Brain mapping

Michael Raffety


When I started taking studio art classes the assumption was that language skills were left-brain work and art was right brain work. Since I was working on both I figured I was using both halves of the brain. But that was “previous studies,” as noted in an April 28 Wall Street Journal report on recent research. The article by Robert Lee Hotz reported studies by neuroscientists at UC Berkeley.

What the researchers did was read seven 10-to-15-minute stories to volunteers.

They used magnetic resonance imagining to reveal areas of the brain affected by “meaning of the words in stories told aloud.”

As noted by a color photograph of the brain, these stories lit up 100 areas of the cerebral cortex, the outer layer of the brain with 20 billion neutrons involved in memory, perception and awareness.

“These are maps of the meaning of language, not the words themselves,” UC Berkeley neuroscientist Jack Gallant told the WSJ. “The brain somehow represents the concepts in this smooth gradient distributed across the brain.”

So, apparently language involves both sides of the bran. It’s a good be that art involves both sides as well. The dichotomy is now obsolete.

. . .

 Last year we left our son and daughter-in-law’s house after Christmas morning and caught an airplane for New York City. We returned home on New Year’s Day. Our mission was to enjoy the Christmas windows at Macy’s and along the fabulous stores on Fifth Avenue. It didn’t take us long to figure out that everyone in New York State and New Jersey also wanted to walk Fifth Avenue as well. We also wanted to see as many Broadway shows as possible –- strictly musicals and comedies and anything with David Hyde Pierce, Nathan Lane and Matthew Broderick. On that trip we hit the Broadway trifecta.

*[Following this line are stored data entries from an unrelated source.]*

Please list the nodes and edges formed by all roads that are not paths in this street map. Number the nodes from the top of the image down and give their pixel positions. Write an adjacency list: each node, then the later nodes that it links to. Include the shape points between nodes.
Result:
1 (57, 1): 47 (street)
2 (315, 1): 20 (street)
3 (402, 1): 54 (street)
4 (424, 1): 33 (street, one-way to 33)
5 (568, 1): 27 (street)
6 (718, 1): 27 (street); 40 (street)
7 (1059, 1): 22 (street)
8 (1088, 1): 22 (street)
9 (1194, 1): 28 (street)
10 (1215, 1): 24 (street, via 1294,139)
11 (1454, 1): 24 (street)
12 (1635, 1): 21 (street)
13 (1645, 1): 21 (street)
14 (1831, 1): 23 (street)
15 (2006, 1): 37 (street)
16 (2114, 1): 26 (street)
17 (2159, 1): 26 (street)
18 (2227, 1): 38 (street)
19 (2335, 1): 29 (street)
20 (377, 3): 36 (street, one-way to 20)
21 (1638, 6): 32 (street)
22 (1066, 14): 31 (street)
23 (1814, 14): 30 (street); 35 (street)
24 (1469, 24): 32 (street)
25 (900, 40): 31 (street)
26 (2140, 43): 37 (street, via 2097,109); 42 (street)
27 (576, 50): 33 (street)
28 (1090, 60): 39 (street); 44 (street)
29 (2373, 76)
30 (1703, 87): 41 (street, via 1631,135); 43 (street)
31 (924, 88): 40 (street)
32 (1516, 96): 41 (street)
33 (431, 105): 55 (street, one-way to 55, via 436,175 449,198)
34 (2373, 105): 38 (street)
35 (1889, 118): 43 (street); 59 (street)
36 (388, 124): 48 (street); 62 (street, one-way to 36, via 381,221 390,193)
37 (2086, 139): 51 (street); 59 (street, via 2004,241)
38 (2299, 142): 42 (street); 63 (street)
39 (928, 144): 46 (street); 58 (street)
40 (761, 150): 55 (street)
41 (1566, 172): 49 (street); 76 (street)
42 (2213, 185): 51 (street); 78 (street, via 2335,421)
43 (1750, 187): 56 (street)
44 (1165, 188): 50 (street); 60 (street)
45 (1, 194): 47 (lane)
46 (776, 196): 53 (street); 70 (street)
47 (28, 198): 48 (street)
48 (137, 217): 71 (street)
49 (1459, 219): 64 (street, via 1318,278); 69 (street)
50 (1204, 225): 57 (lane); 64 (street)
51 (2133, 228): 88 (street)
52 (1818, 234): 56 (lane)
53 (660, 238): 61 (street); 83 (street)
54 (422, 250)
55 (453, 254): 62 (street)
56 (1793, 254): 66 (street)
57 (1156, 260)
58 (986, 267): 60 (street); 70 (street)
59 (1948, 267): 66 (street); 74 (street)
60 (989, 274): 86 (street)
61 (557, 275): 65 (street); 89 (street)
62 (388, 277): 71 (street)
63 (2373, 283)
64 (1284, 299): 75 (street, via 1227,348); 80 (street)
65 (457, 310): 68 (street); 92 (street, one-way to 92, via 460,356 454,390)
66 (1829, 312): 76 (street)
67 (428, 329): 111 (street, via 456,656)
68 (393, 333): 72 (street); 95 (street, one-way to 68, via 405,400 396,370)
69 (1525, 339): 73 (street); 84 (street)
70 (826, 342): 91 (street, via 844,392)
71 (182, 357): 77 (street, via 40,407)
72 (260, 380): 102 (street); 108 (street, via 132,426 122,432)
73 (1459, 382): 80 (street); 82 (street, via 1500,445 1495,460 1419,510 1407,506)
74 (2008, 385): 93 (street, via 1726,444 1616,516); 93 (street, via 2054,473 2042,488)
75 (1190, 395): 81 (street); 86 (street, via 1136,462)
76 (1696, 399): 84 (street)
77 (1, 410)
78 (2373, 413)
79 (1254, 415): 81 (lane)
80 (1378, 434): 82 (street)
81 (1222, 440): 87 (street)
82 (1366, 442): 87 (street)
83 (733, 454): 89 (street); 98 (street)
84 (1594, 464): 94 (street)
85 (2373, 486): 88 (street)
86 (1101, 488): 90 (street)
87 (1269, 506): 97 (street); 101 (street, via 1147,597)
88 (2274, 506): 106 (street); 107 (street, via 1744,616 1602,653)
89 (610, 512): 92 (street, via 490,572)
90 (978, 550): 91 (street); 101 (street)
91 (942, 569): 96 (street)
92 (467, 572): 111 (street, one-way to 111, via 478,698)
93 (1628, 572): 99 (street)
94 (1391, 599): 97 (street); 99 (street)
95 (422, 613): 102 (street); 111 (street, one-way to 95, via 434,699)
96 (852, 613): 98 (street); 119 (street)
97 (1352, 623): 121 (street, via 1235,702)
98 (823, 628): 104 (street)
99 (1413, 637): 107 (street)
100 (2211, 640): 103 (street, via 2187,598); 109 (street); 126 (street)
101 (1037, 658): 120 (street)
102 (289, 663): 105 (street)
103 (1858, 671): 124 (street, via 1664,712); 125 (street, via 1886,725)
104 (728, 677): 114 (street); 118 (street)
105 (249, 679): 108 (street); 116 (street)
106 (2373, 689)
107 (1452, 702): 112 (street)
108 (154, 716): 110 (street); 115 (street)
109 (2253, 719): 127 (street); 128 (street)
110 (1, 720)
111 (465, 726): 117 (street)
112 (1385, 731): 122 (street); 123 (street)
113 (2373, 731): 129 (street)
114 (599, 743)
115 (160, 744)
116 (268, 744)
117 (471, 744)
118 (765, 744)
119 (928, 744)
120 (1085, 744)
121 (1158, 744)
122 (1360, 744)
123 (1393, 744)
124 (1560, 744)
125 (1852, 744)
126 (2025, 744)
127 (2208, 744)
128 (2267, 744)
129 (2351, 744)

The real fun with New York City is the unexpected adventure or encounter. We had a number of those and I have to say they were all positive. But the real unexpected encounter was taking the elevator down at our boutique hotel with Fox News Los Angeles-based news correspondent and breaking new anchor Trace Gallagher. He was wearing a fashionable trench coat. He had been in New York to meet with the Fox Cable News hierarchy and was headed back to L.A.

Trace was just like you see him on Fox News -– a personable guy who has a believable TV news persona. It was totally fun taking the elevator down with him – a real down-to-earth unpretentious guy who at the same time was totally self-confident. I think about the elevator conversation every time I see him giving a report on Megyn Kelly from the Fox’s West Coast Newsroom.

.  . . .

 Everybody assumes celebrities are smart and sophisticated people. Maybe not so much. Consider this Associated Press story from the April 18 Sacrament Bee.

A survey of 500 members of AIP by the L.A. Times found that three out of four who registered with the American Independent Party thought they were checking the box to be “independent,” meaning nonpartisan.. They did not really comprehend the politics of AIP. Celebrities did not realize they had enrolled in a political party that advocates far right positions.

There was one member of the El Dorado County Board of Supervisors in the late 1970s who was a member of he American Independent Party, an ultra far right party. How far right? Try Alabama segregationist Gov. George Wallace. He only served one term on the Board of Supervisors and he was out of there.

Among the cognoscenti who thought they were registering as “independents,” which really means “decline to state,” were Demi Moore, Emma Stone, Sugar Ray Leonard and Arnold Schwarzenegger’s son Patrick Schwarzenegger.

They could have chosen more carefully. They could have chosen the Rock and Roll Party. Yes, that is a really party on the ballot.